Did you spot the contradiction between these quotations? If so, it might surprise you to learn that they are taken from the same book: Alex Rosenberg’s “The Atheist’s Guide to Reality”.

He spends some time arguing that the history of science is the best reason to trust that it will, in the future, vindicate naturalism (the belief that only the physical is real).

He later spends an entire chapter explaining that history is useless because (he claims) it can’t help us make predictions about the future

Personally, I don’t accept Rosenberg’s apparent assumption that making predictions is the only purpose knowledge can serve. Still, his obsession with science and its ability to predict material events has led him to undercut his own trust of science.
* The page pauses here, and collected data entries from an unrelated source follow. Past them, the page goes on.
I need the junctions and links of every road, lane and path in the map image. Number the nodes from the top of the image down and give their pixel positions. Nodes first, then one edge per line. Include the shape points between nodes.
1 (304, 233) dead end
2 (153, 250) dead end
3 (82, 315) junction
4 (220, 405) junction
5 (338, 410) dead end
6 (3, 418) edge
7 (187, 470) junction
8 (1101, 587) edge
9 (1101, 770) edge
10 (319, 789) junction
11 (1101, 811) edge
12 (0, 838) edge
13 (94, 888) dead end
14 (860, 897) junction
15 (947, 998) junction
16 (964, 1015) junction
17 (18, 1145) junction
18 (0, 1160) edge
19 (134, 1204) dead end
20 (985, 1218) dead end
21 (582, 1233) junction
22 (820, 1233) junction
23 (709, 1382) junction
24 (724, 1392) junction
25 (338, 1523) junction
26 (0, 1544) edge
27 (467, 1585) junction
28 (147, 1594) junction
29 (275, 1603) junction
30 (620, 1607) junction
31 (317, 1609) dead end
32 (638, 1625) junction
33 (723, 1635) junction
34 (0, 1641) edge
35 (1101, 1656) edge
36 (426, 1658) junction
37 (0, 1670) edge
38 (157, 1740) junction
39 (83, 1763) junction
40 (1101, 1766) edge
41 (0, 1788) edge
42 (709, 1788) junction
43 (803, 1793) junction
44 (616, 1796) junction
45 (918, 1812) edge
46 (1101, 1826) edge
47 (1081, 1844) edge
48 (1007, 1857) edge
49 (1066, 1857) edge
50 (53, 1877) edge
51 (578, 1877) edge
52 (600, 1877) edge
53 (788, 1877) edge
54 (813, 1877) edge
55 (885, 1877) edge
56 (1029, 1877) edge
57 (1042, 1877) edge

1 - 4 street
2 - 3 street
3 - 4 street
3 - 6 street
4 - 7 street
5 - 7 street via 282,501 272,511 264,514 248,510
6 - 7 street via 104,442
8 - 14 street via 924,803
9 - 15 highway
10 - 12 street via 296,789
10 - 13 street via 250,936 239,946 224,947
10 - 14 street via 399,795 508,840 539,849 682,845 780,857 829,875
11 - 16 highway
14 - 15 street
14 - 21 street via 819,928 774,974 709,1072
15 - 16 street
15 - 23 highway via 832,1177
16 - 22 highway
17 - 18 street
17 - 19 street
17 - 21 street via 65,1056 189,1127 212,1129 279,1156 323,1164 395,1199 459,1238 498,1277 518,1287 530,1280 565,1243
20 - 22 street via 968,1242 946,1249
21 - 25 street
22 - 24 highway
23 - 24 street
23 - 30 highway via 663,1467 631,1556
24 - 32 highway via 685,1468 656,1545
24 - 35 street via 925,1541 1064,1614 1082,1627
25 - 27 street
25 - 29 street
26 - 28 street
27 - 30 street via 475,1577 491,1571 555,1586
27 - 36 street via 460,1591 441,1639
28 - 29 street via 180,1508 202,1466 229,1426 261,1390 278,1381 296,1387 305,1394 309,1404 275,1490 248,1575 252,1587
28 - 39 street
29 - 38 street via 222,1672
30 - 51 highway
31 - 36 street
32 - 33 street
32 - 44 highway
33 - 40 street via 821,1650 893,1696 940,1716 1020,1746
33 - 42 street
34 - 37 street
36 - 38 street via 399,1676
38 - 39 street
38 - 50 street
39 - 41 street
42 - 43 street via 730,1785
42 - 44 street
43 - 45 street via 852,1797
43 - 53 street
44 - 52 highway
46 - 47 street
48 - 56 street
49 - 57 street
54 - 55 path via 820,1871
This is a consistent problem with Rosenberg (as I’ll discuss in later posts). He’s much more willing than most atheists to face up to the strange conclusions that follow from naturalism. But he is completely unwilling to see the consequences for science itself.

In one sense, this makes “Atheist’s Guide to Reality” a very useful book for Christian apologists. For, by the final page, Rosenberg has unwittingly argued that modern atheism is both self-contradictory and opposed to science.

(Full disclosure: I’m aware of my own contradiction. I claimed earlier that I’d not be writing about Rosenberg. But I find that he raises too many significant points for me to simply ignore him.)